It cannot, of course, be claimed these last mentioned circumstances alone demonstrate the truth of the charge of adultery. They are evidence of interest and attachment, but by no means necessarily of guilt. But when the whole of the evidence is considered we are of the opinion the charge is sustained. It was said in Bast v. Bast, 82 Ill. 584: "As to the testimony in all such cases, it must generally be circumstantial. The fact of adultery is to be inferred from circumstances that naturally lead to it by a fair inference, as a necessary conclusion. The direct fact of adultery can seldom, or ever, be proved." And in Daily v. Daily, 64 Ill. 329: "There is much testimony tending to establish the truth of the charge, but, as in all or nearly all such cases, there is no direct and positive evidence of the acts charged.
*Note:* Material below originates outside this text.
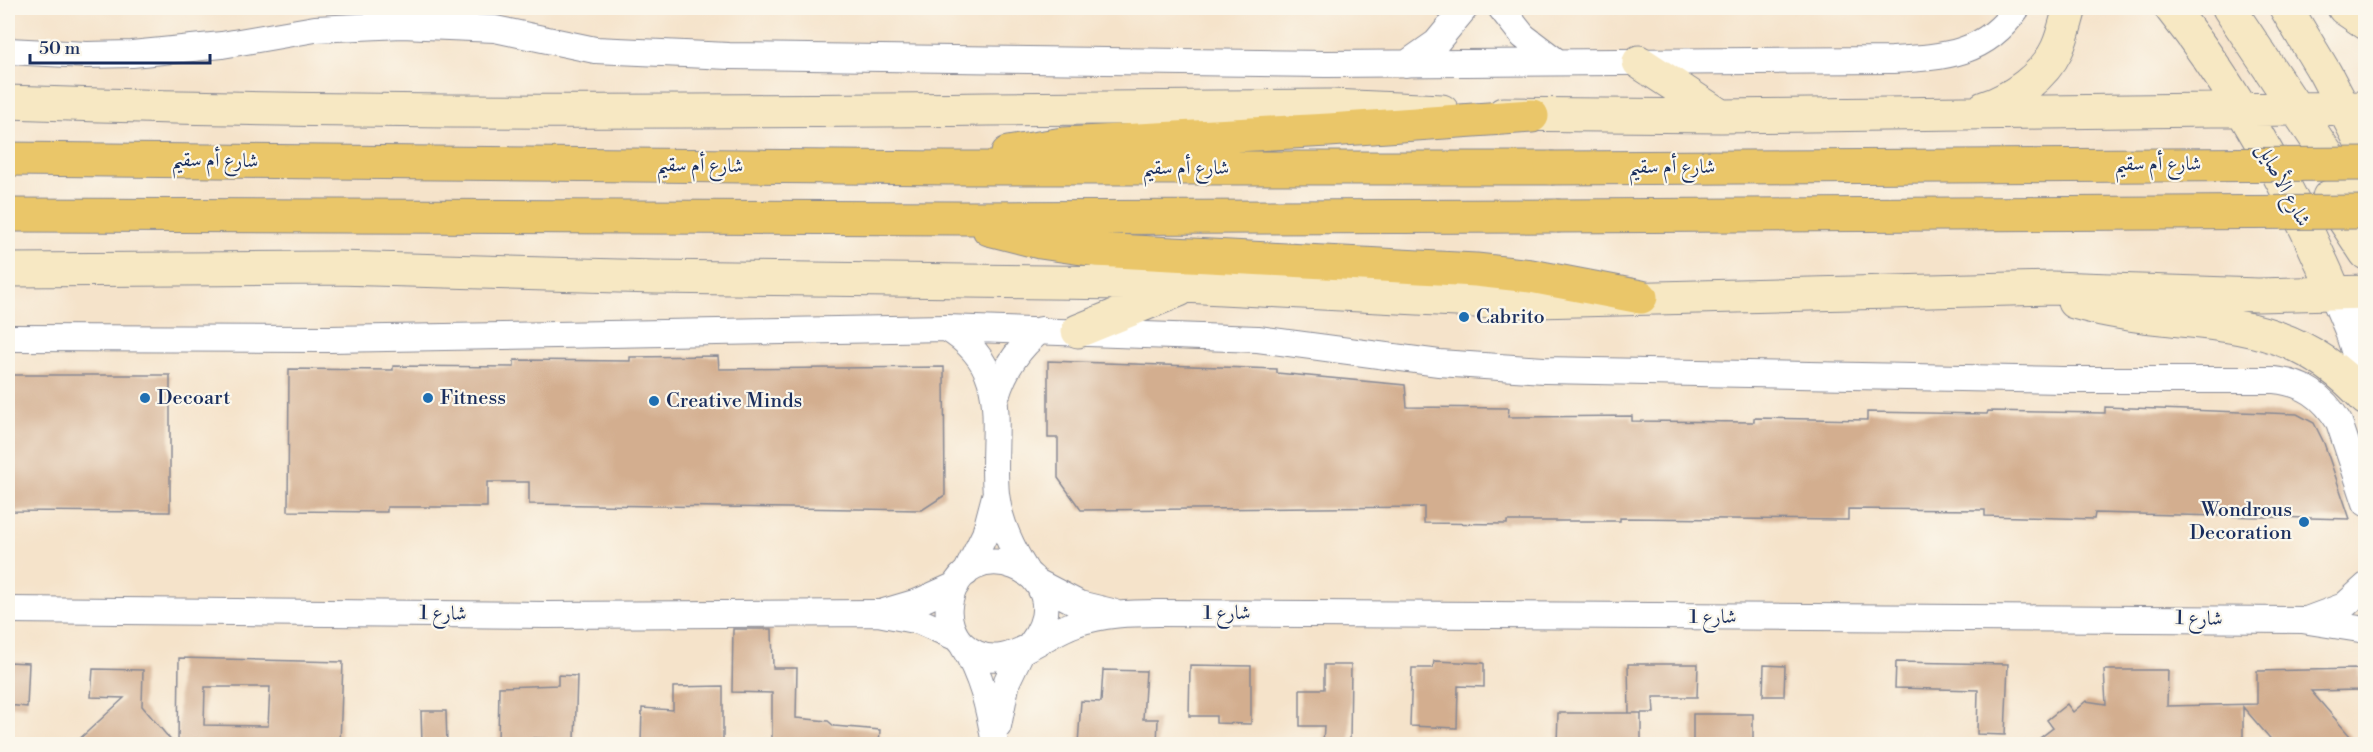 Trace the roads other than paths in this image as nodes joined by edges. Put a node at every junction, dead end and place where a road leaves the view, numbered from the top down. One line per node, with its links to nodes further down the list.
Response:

In such cases the parties generally use every effort to conceal the act, and courts and juries are compelled to determine the question from the behavior of the parties and from a great variety of circumstances, either of which, when considered alone, would be insufficient to prove the charge, but when considered together * convince the mind that the charge is true. If direct, positive evidence should be required but few divorces would be obtained on this ground." And in Moller v. Moller, 115 N. Y. 466: "The illicit amours of faithless husbands and wives are usually clandestine, and their wicked paths are hidden from public observation, and hence courts must not be duped, and they must take such evidence as the nature of the case permits,--circumstantial, direct or positive,and bring to bear upon it the experiences and observations of life, and, thus weighing it with prudence and care, give effect to its just preponderance."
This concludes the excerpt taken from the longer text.